THE INPUT ->

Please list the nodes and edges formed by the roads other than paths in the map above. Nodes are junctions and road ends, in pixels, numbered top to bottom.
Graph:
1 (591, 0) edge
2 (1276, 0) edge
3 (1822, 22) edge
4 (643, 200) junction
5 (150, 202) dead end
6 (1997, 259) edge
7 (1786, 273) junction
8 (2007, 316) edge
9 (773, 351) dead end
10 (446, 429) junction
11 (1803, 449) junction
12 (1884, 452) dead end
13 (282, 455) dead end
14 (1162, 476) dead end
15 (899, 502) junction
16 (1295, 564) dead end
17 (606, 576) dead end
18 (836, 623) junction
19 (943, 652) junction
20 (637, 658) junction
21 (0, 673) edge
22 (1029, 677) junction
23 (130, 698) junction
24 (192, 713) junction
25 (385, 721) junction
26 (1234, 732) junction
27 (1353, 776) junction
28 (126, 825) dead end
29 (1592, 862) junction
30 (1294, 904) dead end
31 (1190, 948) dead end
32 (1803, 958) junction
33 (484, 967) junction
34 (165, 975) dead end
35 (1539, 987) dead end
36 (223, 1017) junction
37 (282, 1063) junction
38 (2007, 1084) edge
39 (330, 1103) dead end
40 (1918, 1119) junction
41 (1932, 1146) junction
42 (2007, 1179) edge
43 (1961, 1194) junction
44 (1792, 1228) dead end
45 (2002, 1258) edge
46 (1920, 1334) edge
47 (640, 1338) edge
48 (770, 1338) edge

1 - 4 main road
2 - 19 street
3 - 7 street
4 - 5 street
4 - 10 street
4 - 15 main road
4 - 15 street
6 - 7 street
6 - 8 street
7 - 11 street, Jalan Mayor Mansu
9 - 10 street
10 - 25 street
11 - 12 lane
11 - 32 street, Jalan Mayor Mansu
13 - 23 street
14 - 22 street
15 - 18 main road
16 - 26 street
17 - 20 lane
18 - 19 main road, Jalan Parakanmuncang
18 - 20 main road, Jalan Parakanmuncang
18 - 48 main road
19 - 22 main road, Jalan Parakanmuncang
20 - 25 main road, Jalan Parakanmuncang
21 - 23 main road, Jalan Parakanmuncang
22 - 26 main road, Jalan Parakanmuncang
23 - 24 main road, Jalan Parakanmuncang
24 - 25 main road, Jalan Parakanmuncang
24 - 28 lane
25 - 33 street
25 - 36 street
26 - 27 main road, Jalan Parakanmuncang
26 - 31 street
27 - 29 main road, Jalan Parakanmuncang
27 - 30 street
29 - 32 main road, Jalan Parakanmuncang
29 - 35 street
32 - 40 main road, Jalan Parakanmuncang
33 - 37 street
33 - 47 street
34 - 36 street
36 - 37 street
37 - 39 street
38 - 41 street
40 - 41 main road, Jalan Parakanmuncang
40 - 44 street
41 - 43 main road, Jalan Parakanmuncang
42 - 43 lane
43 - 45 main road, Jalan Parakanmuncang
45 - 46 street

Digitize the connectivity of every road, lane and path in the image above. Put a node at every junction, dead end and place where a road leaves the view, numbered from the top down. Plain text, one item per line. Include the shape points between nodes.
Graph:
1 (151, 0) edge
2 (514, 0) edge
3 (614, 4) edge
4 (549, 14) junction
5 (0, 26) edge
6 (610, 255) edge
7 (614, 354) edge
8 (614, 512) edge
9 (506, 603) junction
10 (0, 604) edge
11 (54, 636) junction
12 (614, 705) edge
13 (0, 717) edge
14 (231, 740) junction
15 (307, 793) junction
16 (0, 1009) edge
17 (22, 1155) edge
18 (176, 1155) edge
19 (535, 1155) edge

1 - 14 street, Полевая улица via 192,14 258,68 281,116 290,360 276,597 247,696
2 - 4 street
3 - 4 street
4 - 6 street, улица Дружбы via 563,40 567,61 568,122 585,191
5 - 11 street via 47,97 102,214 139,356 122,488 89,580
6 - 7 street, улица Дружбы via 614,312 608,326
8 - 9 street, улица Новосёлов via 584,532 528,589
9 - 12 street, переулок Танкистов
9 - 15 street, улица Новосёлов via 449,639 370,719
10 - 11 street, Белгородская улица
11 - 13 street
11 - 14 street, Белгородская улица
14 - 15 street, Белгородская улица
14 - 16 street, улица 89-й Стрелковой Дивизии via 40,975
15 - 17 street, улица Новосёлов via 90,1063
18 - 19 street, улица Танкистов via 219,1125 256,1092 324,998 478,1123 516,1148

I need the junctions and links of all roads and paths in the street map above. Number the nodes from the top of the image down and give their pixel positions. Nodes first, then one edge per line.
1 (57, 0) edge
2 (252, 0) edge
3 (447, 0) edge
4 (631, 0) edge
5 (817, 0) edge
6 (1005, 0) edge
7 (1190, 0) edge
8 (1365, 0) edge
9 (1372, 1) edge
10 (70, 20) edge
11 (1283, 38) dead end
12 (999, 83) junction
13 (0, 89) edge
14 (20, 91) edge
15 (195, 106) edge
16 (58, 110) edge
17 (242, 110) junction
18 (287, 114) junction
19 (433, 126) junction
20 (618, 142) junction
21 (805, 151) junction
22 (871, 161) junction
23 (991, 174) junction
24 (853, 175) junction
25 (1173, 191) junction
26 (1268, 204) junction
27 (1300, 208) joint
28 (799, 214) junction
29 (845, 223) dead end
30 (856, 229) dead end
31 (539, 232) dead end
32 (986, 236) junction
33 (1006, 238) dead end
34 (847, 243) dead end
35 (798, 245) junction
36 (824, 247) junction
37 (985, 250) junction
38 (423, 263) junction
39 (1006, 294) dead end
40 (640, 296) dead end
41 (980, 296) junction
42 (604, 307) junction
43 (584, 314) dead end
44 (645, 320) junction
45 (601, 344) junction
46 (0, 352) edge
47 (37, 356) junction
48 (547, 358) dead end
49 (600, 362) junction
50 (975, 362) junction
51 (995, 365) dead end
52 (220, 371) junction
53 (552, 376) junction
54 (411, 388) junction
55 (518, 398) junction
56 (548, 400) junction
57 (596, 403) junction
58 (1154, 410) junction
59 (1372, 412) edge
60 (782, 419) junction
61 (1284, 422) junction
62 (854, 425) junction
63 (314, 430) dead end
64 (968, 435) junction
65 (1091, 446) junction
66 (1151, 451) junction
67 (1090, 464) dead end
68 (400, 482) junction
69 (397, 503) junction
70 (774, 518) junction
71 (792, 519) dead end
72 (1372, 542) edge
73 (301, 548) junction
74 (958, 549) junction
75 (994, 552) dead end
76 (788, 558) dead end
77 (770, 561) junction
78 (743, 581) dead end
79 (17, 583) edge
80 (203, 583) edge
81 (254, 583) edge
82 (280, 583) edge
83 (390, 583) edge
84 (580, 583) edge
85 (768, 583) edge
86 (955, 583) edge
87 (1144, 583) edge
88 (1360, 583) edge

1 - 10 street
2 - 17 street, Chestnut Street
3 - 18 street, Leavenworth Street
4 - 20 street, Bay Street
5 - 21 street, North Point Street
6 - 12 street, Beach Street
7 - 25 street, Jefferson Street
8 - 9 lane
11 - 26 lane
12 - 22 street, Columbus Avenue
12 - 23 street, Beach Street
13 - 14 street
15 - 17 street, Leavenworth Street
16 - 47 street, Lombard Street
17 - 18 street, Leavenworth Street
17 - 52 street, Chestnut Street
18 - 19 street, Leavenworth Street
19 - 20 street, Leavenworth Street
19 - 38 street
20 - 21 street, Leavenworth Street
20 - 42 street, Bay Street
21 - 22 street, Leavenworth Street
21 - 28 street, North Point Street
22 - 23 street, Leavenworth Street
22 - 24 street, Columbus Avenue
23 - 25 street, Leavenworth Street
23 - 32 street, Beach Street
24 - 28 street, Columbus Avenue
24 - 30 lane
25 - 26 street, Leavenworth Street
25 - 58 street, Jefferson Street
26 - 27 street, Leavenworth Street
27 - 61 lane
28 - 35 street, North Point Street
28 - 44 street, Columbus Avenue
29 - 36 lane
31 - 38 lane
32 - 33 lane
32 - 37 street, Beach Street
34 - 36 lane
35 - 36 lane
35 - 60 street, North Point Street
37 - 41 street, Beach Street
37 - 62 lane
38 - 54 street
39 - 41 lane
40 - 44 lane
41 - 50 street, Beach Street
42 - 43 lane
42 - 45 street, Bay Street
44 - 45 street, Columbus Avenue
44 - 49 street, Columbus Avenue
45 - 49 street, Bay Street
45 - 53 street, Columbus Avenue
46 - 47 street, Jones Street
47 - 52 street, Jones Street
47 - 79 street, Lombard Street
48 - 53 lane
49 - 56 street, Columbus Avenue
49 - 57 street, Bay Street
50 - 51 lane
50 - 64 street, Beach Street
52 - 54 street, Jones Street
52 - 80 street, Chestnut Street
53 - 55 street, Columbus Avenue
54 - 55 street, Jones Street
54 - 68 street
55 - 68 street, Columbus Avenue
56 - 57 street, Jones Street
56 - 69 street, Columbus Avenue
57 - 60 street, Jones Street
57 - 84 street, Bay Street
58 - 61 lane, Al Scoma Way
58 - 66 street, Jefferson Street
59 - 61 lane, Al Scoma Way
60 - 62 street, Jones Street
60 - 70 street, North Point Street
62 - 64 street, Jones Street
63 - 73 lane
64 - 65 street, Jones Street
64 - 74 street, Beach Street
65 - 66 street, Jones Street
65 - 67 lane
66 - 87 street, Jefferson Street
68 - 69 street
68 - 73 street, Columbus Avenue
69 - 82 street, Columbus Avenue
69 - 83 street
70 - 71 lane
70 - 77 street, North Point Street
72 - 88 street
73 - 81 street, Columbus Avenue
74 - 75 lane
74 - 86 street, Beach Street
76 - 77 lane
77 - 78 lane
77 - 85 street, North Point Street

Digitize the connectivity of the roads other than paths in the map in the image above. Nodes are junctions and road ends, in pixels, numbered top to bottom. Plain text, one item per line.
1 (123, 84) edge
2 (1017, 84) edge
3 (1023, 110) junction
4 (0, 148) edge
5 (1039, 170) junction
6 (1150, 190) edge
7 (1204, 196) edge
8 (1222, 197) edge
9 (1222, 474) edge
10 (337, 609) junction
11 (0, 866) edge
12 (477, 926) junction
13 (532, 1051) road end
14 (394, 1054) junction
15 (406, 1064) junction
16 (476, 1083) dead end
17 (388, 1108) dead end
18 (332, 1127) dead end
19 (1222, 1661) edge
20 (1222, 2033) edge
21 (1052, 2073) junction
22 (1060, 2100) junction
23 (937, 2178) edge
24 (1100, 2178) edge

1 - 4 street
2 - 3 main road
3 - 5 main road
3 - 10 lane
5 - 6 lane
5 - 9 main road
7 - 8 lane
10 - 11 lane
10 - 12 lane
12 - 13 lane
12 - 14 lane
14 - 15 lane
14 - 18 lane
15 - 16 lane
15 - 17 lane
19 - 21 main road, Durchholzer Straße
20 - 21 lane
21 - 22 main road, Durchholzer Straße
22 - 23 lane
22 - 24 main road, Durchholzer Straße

WHAT YOU HAVE TO DO -> Reproduce every line above that contains the string "Scoma".

SOLUTION TO THIS PROBLEM ->
58 - 61 lane, Al Scoma Way
59 - 61 lane, Al Scoma Way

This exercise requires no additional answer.